Dataset entries
════════════════

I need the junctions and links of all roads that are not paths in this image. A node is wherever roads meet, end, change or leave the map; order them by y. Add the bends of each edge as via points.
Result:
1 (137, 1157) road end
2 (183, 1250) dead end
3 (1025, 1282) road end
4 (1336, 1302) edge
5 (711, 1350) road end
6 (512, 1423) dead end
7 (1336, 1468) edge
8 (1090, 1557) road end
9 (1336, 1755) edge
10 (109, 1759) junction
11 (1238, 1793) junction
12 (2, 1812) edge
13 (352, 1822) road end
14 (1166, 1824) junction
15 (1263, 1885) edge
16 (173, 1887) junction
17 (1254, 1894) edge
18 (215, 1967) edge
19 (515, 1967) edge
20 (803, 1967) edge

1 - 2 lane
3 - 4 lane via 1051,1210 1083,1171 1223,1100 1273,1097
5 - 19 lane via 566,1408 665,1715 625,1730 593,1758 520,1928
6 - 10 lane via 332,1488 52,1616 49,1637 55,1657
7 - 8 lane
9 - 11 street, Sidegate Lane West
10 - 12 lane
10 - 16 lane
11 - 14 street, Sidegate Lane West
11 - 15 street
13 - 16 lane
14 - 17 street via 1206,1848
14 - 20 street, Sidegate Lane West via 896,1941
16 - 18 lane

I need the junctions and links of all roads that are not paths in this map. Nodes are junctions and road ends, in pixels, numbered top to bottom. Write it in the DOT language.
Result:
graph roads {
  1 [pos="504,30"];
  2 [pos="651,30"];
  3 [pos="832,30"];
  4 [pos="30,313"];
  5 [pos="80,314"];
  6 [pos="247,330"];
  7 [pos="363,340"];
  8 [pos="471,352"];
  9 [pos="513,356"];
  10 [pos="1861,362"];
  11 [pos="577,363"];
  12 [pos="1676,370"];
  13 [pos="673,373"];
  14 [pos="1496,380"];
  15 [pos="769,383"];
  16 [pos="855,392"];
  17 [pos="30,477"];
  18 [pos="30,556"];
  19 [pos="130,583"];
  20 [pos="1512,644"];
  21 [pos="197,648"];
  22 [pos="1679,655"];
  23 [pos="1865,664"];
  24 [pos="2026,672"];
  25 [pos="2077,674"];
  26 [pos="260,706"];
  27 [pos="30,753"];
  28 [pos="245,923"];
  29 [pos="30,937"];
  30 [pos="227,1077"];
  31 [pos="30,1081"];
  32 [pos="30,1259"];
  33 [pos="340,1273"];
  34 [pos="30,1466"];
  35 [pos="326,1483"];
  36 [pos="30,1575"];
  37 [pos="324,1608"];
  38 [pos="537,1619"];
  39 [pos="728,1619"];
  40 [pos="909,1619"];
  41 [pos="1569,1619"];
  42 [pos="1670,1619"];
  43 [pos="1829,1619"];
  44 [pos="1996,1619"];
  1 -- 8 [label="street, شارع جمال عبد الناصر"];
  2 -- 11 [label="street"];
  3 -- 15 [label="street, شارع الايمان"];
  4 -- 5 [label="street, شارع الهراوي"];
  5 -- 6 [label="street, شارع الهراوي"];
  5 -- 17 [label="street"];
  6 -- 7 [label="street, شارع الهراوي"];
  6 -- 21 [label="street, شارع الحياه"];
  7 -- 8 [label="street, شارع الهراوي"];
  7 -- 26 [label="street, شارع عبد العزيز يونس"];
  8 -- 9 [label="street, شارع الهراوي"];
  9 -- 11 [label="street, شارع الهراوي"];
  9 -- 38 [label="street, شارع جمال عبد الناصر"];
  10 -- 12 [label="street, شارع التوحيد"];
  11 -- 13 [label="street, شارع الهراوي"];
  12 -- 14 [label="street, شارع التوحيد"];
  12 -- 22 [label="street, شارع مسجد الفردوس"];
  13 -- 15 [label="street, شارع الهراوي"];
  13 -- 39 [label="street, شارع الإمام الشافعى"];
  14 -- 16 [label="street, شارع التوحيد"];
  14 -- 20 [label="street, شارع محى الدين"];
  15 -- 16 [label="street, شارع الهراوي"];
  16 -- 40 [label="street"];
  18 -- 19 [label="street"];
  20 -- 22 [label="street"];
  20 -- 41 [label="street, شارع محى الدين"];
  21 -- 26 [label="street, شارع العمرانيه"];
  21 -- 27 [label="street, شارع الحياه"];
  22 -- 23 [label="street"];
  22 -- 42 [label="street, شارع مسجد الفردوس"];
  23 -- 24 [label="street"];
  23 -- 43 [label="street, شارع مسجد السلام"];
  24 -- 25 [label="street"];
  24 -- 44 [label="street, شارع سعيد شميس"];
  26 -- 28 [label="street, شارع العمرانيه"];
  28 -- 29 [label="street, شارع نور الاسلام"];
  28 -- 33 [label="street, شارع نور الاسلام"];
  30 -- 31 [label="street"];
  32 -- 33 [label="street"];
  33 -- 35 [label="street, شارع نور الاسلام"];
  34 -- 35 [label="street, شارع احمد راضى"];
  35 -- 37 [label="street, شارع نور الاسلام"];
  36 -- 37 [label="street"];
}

════════════════

— Exercise prompt —
Output the records above precisely.

— Solution to the exercise —
I need the junctions and links of all roads that are not paths in this image. A node is wherever roads meet, end, change or leave the map; order them by y. Add the bends of each edge as via points.
Result:
1 (137, 1157) road end
2 (183, 1250) dead end
3 (1025, 1282) road end
4 (1336, 1302) edge
5 (711, 1350) road end
6 (512, 1423) dead end
7 (1336, 1468) edge
8 (1090, 1557) road end
9 (1336, 1755) edge
10 (109, 1759) junction
11 (1238, 1793) junction
12 (2, 1812) edge
13 (352, 1822) road end
14 (1166, 1824) junction
15 (1263, 1885) edge
16 (173, 1887) junction
17 (1254, 1894) edge
18 (215, 1967) edge
19 (515, 1967) edge
20 (803, 1967) edge

1 - 2 lane
3 - 4 lane via 1051,1210 1083,1171 1223,1100 1273,1097
5 - 19 lane via 566,1408 665,1715 625,1730 593,1758 520,1928
6 - 10 lane via 332,1488 52,1616 49,1637 55,1657
7 - 8 lane
9 - 11 street, Sidegate Lane West
10 - 12 lane
10 - 16 lane
11 - 14 street, Sidegate Lane West
11 - 15 street
13 - 16 lane
14 - 17 street via 1206,1848
14 - 20 street, Sidegate Lane West via 896,1941
16 - 18 lane

I need the junctions and links of all roads that are not paths in this map. Nodes are junctions and road ends, in pixels, numbered top to bottom. Write it in the DOT language.
Result:
graph roads {
  1 [pos="504,30"];
  2 [pos="651,30"];
  3 [pos="832,30"];
  4 [pos="30,313"];
  5 [pos="80,314"];
  6 [pos="247,330"];
  7 [pos="363,340"];
  8 [pos="471,352"];
  9 [pos="513,356"];
  10 [pos="1861,362"];
  11 [pos="577,363"];
  12 [pos="1676,370"];
  13 [pos="673,373"];
  14 [pos="1496,380"];
  15 [pos="769,383"];
  16 [pos="855,392"];
  17 [pos="30,477"];
  18 [pos="30,556"];
  19 [pos="130,583"];
  20 [pos="1512,644"];
  21 [pos="197,648"];
  22 [pos="1679,655"];
  23 [pos="1865,664"];
  24 [pos="2026,672"];
  25 [pos="2077,674"];
  26 [pos="260,706"];
  27 [pos="30,753"];
  28 [pos="245,923"];
  29 [pos="30,937"];
  30 [pos="227,1077"];
  31 [pos="30,1081"];
  32 [pos="30,1259"];
  33 [pos="340,1273"];
  34 [pos="30,1466"];
  35 [pos="326,1483"];
  36 [pos="30,1575"];
  37 [pos="324,1608"];
  38 [pos="537,1619"];
  39 [pos="728,1619"];
  40 [pos="909,1619"];
  41 [pos="1569,1619"];
  42 [pos="1670,1619"];
  43 [pos="1829,1619"];
  44 [pos="1996,1619"];
  1 -- 8 [label="street, شارع جمال عبد الناصر"];
  2 -- 11 [label="street"];
  3 -- 15 [label="street, شارع الايمان"];
  4 -- 5 [label="street, شارع الهراوي"];
  5 -- 6 [label="street, شارع الهراوي"];
  5 -- 17 [label="street"];
  6 -- 7 [label="street, شارع الهراوي"];
  6 -- 21 [label="street, شارع الحياه"];
  7 -- 8 [label="street, شارع الهراوي"];
  7 -- 26 [label="street, شارع عبد العزيز يونس"];
  8 -- 9 [label="street, شارع الهراوي"];
  9 -- 11 [label="street, شارع الهراوي"];
  9 -- 38 [label="street, شارع جمال عبد الناصر"];
  10 -- 12 [label="street, شارع التوحيد"];
  11 -- 13 [label="street, شارع الهراوي"];
  12 -- 14 [label="street, شارع التوحيد"];
  12 -- 22 [label="street, شارع مسجد الفردوس"];
  13 -- 15 [label="street, شارع الهراوي"];
  13 -- 39 [label="street, شارع الإمام الشافعى"];
  14 -- 16 [label="street, شارع التوحيد"];
  14 -- 20 [label="street, شارع محى الدين"];
  15 -- 16 [label="street, شارع الهراوي"];
  16 -- 40 [label="street"];
  18 -- 19 [label="street"];
  20 -- 22 [label="street"];
  20 -- 41 [label="street, شارع محى الدين"];
  21 -- 26 [label="street, شارع العمرانيه"];
  21 -- 27 [label="street, شارع الحياه"];
  22 -- 23 [label="street"];
  22 -- 42 [label="street, شارع مسجد الفردوس"];
  23 -- 24 [label="street"];
  23 -- 43 [label="street, شارع مسجد السلام"];
  24 -- 25 [label="street"];
  24 -- 44 [label="street, شارع سعيد شميس"];
  26 -- 28 [label="street, شارع العمرانيه"];
  28 -- 29 [label="street, شارع نور الاسلام"];
  28 -- 33 [label="street, شارع نور الاسلام"];
  30 -- 31 [label="street"];
  32 -- 33 [label="street"];
  33 -- 35 [label="street, شارع نور الاسلام"];
  34 -- 35 [label="street, شارع احمد راضى"];
  35 -- 37 [label="street, شارع نور الاسلام"];
  36 -- 37 [label="street"];
}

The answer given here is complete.